確かにアレクシスには、その絵ハガキに見覚えがあった。
これは、ジークフリートが親姉弟宛にと選んでいたものだ。
「あいつ、シオンにもこれを送っていたのか……?」
アレクシスはすっかり混乱した様子で、セドリックからハガキを奪い取る。
するとそこには、帝国ホテルの部屋番号と、ジークフリートの愛称が書かれていた。
「……つまり、エリスはこの部屋にいると?」
「ええ、おそらくは」
「あいつ……国に帰ると言っていたのに……どういうつもりで……」
ジークフリートは十日ほど前、演習最終日を待たずにロレーヌを出立していた。
そのときジークフリートは確かに、「国に帰る」と言っていたのに、どうして帝都にいるのだろうか。
アレクシスは疑問に思ったが、エリスの居場所がわかったという今、こうしてはいられない。

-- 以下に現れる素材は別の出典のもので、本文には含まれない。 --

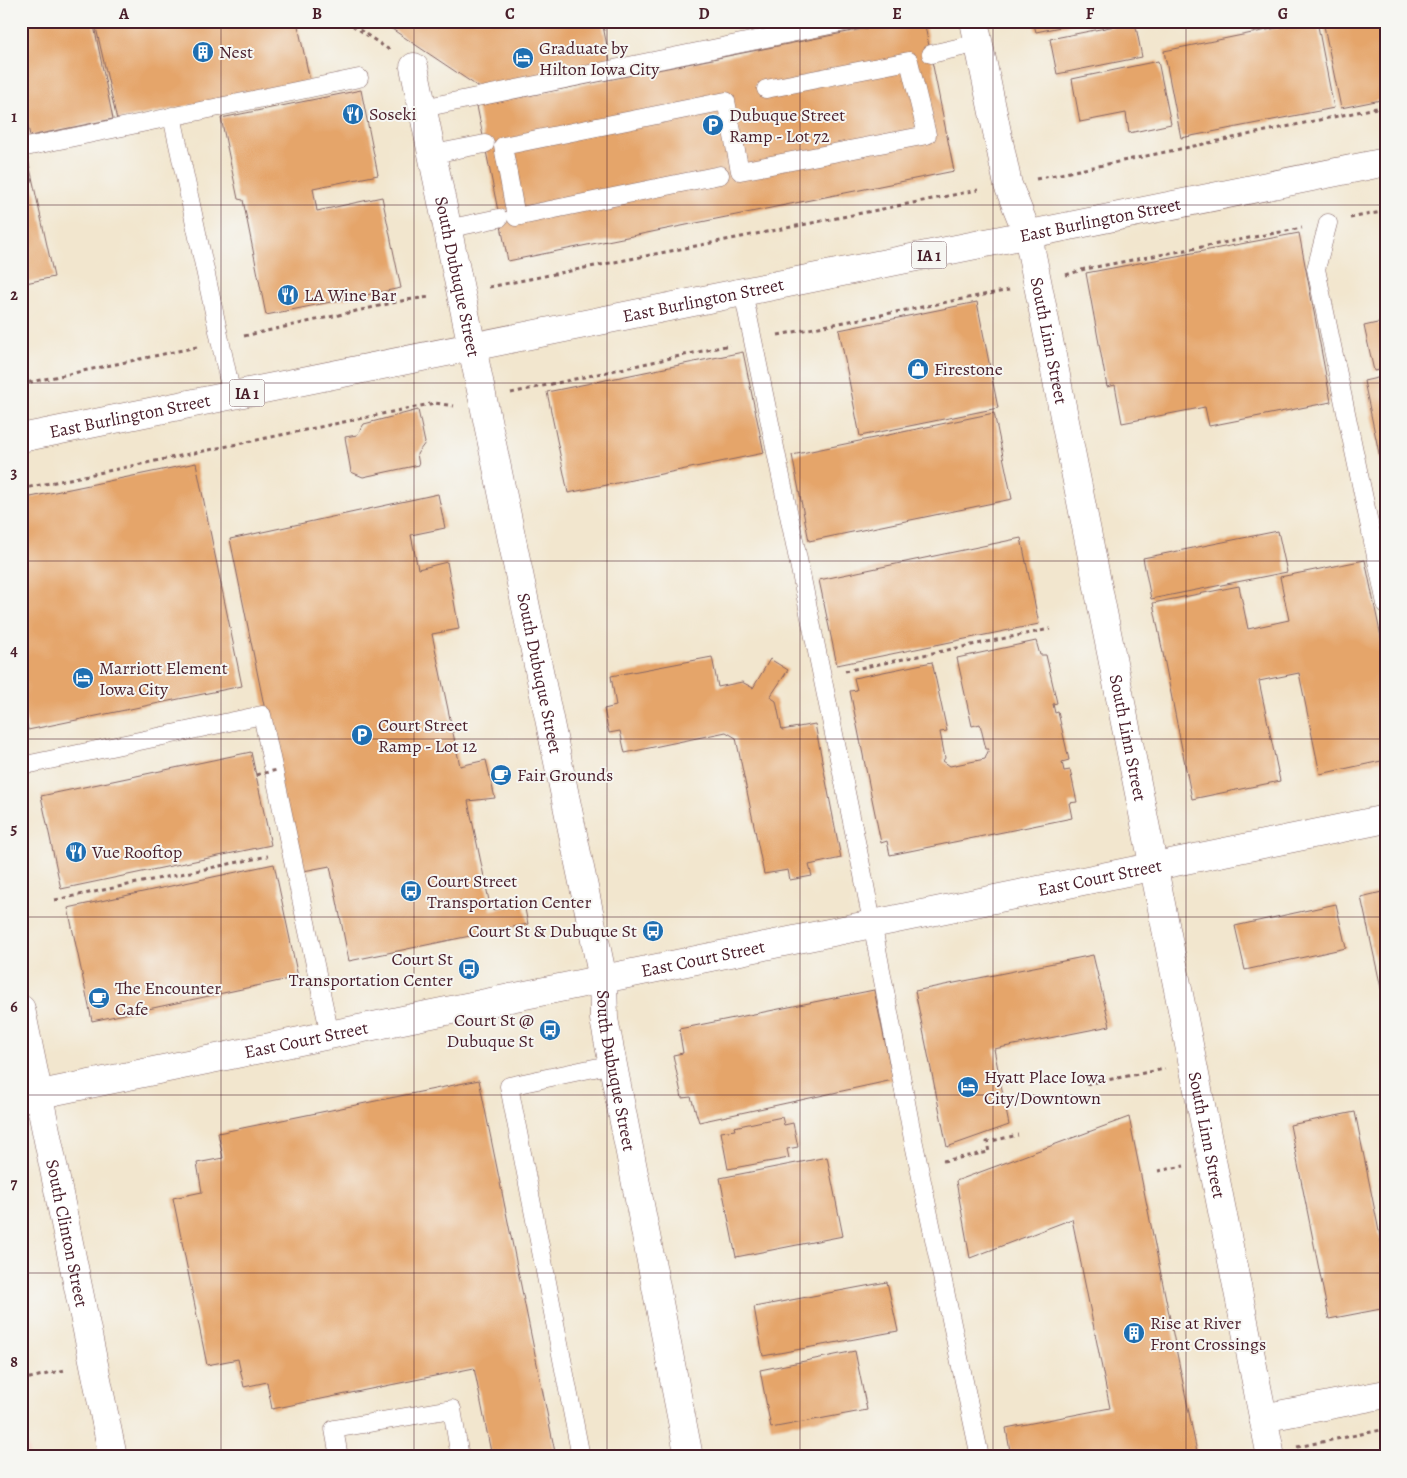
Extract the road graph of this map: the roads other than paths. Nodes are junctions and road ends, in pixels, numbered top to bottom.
1 (850, 21) edge
2 (977, 32) edge
3 (930, 54) dead end
4 (414, 67) road end
5 (359, 78) dead end
6 (766, 89) dead end
7 (423, 108) junction
8 (172, 116) junction
9 (485, 144) dead end
10 (21, 148) edge
11 (433, 154) junction
12 (1386, 162) edge
13 (720, 175) dead end
14 (499, 218) dead end
15 (1328, 223) road end
16 (447, 229) junction
17 (1028, 236) junction
18 (743, 292) junction
19 (472, 346) junction
20 (232, 396) junction
21 (21, 438) edge
22 (1386, 604) edge
23 (21, 766) edge
24 (1386, 820) edge
25 (1154, 867) junction
26 (872, 925) junction
27 (603, 979) junction
28 (21, 1008) edge
29 (330, 1035) junction
30 (613, 1064) junction
31 (30, 1096) edge
32 (1386, 1394) edge
33 (1263, 1418) junction
34 (1270, 1454) edge
35 (112, 1457) edge
36 (339, 1457) edge
37 (460, 1457) edge
38 (581, 1457) edge
39 (689, 1457) edge
40 (980, 1457) edge

1 - 7 lane
2 - 3 lane
2 - 17 street, South Linn Street
4 - 7 street, South Dubuque Street
5 - 8 lane
6 - 13 lane
7 - 11 street, South Dubuque Street
8 - 10 lane
8 - 20 lane
9 - 11 lane
11 - 16 street, South Dubuque Street
12 - 17 street, East Burlington Street / IA 1
14 - 16 lane
15 - 22 lane
16 - 19 street, South Dubuque Street
17 - 18 street, East Burlington Street / IA 1
17 - 25 street, South Linn Street
18 - 19 street, East Burlington Street / IA 1
18 - 26 lane
19 - 20 street, East Burlington Street / IA 1
19 - 27 street, South Dubuque Street
20 - 21 street, East Burlington Street / IA 1
23 - 29 lane
24 - 25 street, East Court Street
25 - 26 street, East Court Street
25 - 33 street, South Linn Street
26 - 27 street, East Court Street
26 - 40 lane
27 - 29 street, East Court Street
27 - 30 street, South Dubuque Street
28 - 31 street, South Clinton Street
29 - 31 street, East Court Street
30 - 38 lane
30 - 39 street, South Dubuque Street
31 - 35 street, South Clinton Street
32 - 33 street
33 - 34 street, South Linn Street
36 - 37 lane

アレクシスは剣を収めると、あっさりとリアムに背を向ける。
「セドリック。今すぐ帝国ホテルに向かう」
「承知しました」
「リアム、お前への処分は追って下す。覚悟しておけ」
それだけを言い残し、部屋を後にしようとした。
だが、リアムはそれを許さなかった。
セドリックが駆けつけてからというもの、様子を伺うように反応を殺していたリアムが、不意に動きを見せたのだ。
「待て――!」
そう叫ぶと同時に、リアムは憎しみに満ちた顔で、テーブルの上の手袋をアレクシスに投げつける。
次の瞬間、振り返ったアレクシスの肩に当たり、絨毯の上へと落ちた――その手袋の意味は……。
「拾え、アレクシス。君に決闘を申し込む。――これならば堂々と、私の首を刎ねられるだろう?」
――生死を賭けた、決闘の申し込みだった。